He truly was a sight to behold. A cross-fit addict who could bench press his own weight (two hundred and ten pounds) and a man who hadn’t knowingly eaten a carb in five years, Jos Sedley was triangular in shape. His over-muscled top half, bulging biceps, pecs even perter than Becky’s, strained the seams of his tight T-shirt, which was daringly low cut to show off his stunning he-vage. His spindly, skinny, jeans-clad legs didn’t look able to support all that complex musculature.
It took a while for Becky’s eye to take it all in and travel adoringly up Jos’s physique, past his thick neck to a face still resolutely fixed on his iPad screen. It wasn’t a distinguished face. If it weren’t for his extraordinary physique, it would be hard to pick Jos out in a police line-up. The only remarkable thing about it was that, like the rest of him, it was somewhere between teak and mahogany on the fake-tan colour spectrum.
‘Jos! Nothing on your iPad could be as interesting as my Becky,’ Amelia said and finally Jos looked up from where he’d been studying a new pull-up technique that his personal trainer had devised for him.
Becky had been gazing down at the Aubusson rug because it would have been rude to keep staring at Jos even though he really was a fascinating sight, but now she looked up too in time to see Jos blush fiercely as their eyes collided.

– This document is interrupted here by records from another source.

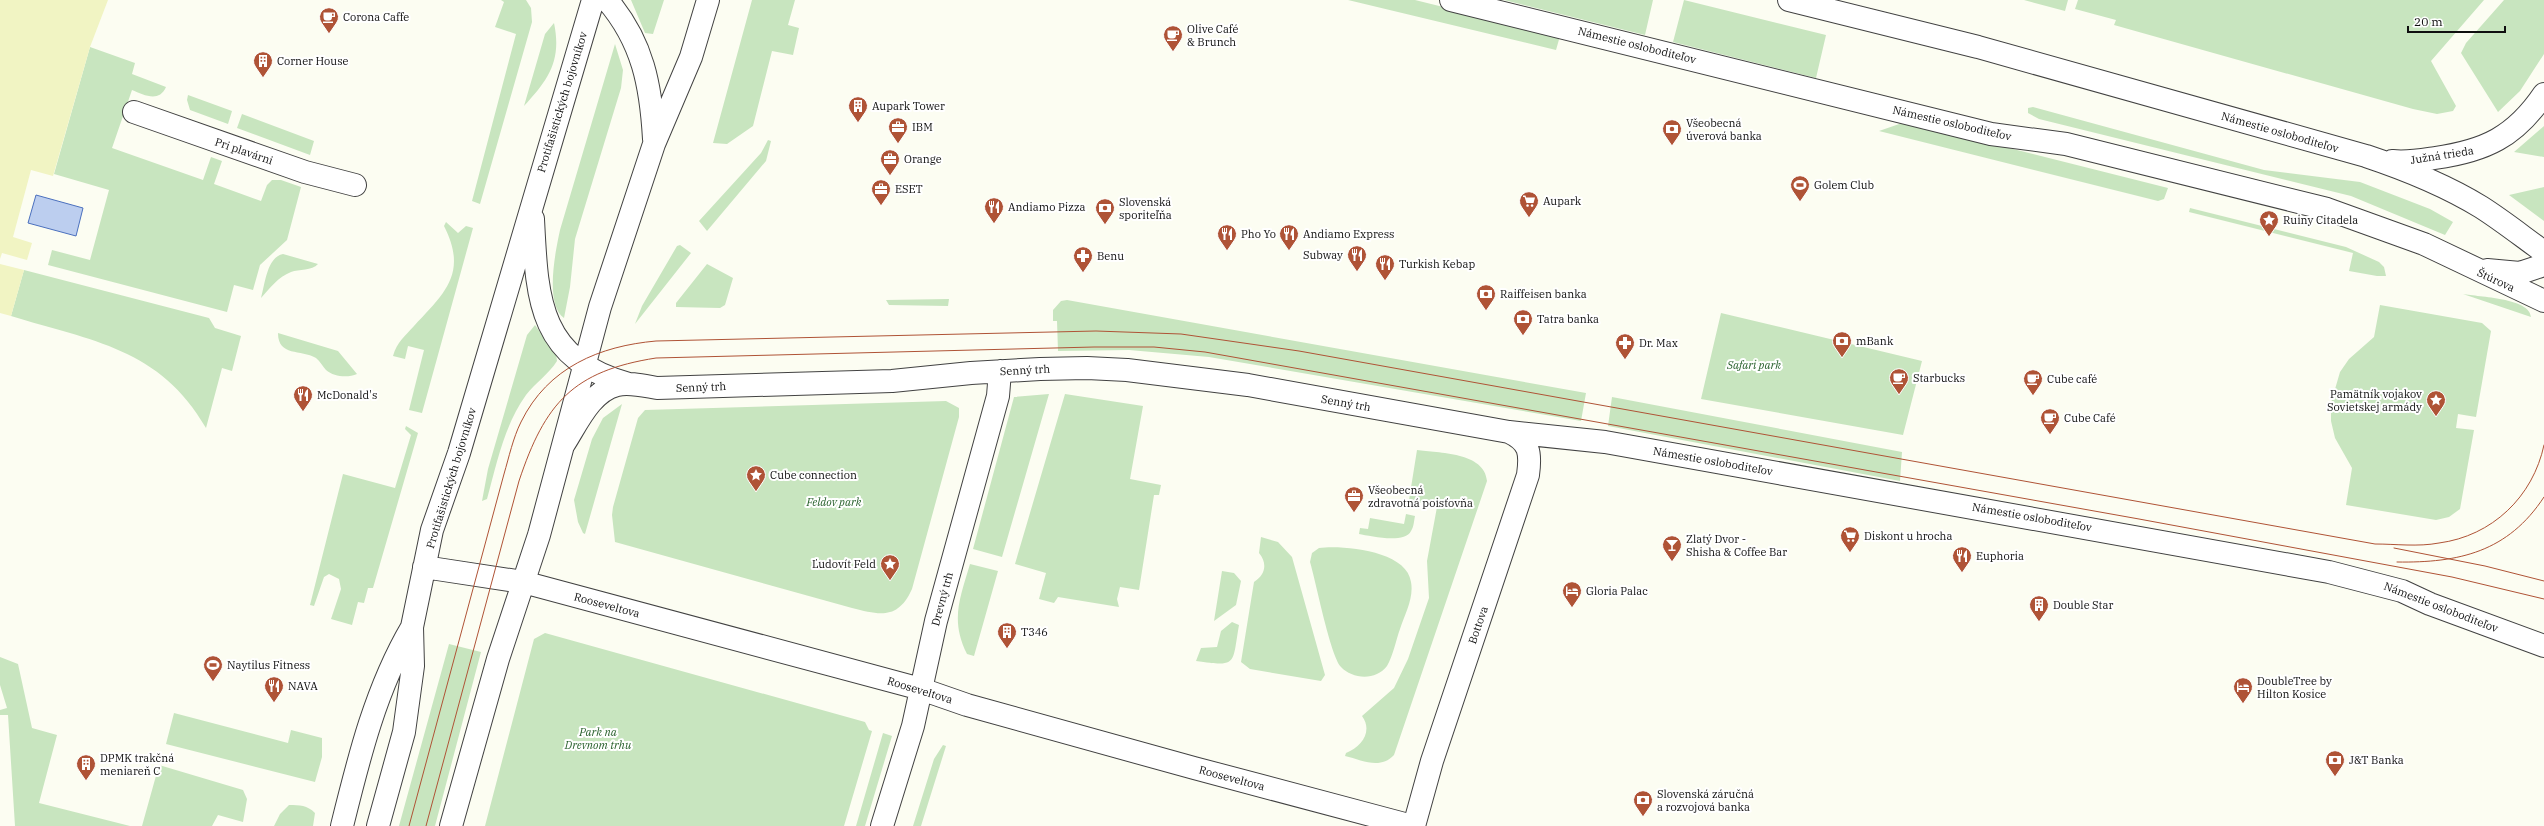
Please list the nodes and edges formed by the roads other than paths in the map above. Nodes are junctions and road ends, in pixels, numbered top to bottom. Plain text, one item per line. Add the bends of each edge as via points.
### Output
1 (593, 0) edge
2 (607, 0) edge
3 (708, 0) edge
4 (1451, 0) edge
5 (1789, 0) edge
6 (2544, 94) edge
7 (134, 112) dead end
8 (654, 144) junction
9 (2366, 156) junction
10 (355, 185) dead end
11 (532, 205) junction
12 (2544, 252) edge
13 (2448, 257) junction
14 (2544, 265) edge
15 (2544, 301) edge
16 (585, 365) junction
17 (1000, 371) junction
18 (629, 384) junction
19 (1509, 432) junction
20 (564, 444) junction
21 (424, 567) junction
22 (523, 582) junction
23 (412, 627) junction
24 (2544, 646) edge
25 (920, 689) junction
26 (342, 826) edge
27 (378, 826) edge
28 (451, 826) edge
29 (882, 826) edge
30 (1413, 826) edge

1 - 11 street, Protifašistických bojovníkov
2 - 8 street via 631,35 647,74 652,100
3 - 8 street via 691,57
4 - 13 street, Námestie osloboditeľov via 1991,134 2066,144 2288,199 2366,221 2424,244
5 - 9 street, Námestie osloboditeľov via 1978,47
6 - 9 street, Južná trieda via 2518,126 2507,135 2481,148 2421,160 2395,162
7 - 10 street, Pri plavárni via 305,172
8 - 16 street via 600,308
9 - 12 street, Námestie osloboditeľov via 2420,175 2460,195
11 - 16 street, Protifašistických bojovníkov via 542,309 565,347
11 - 21 street, Protifašistických bojovníkov via 459,453 432,530
13 - 14 street via 2487,270 2508,273 2531,271
13 - 15 street, Štúrova
16 - 18 street, Protifašistických bojovníkov via 605,377
16 - 20 street
17 - 18 street, Senný trh via 892,381 657,388
17 - 19 street, Senný trh via 1086,368 1127,370 1248,385
17 - 25 street, Drevný trh via 998,396 936,620
18 - 20 street, Senný trh via 610,387 592,402
19 - 24 street, Námestie osloboditeľov via 1613,443 2329,572 2402,591 2430,604
19 - 30 street, Bottova via 1520,437 1528,448 1528,475 1432,761
20 - 22 street
21 - 22 street, Rooseveltova
21 - 23 street, Protifašistických bojovníkov
22 - 25 street, Rooseveltova
22 - 28 street via 498,659
23 - 26 street via 394,657 374,706
23 - 27 street, Protifašistických bojovníkov via 413,666 404,732
25 - 29 street, Drevný trh via 913,726
25 - 30 street, Rooseveltova via 967,705 1186,766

‘Any friend of Emmy’s and all that …’ He muttered awkwardly as he stood up, trying desperately to remember the most appropriate way to greet his sister’s friends. He’d spent his formative years in all-male boarding schools and he’d been a fat kid. A fat, shy kid. Even when there’d been dances with the neighbouring girls’ boarding schools, Jos had stayed on the sidelines, never daring to try and steal a kiss or cop a feel during the last dance. Since moving to LA after an equally unhappy three years at Keele University, Jos had turned his bulk from blubber to muscle but he was still shy. What’s more, he knew he was shy and awkward, so he was instantly suspicious of any woman who showed an interest in him.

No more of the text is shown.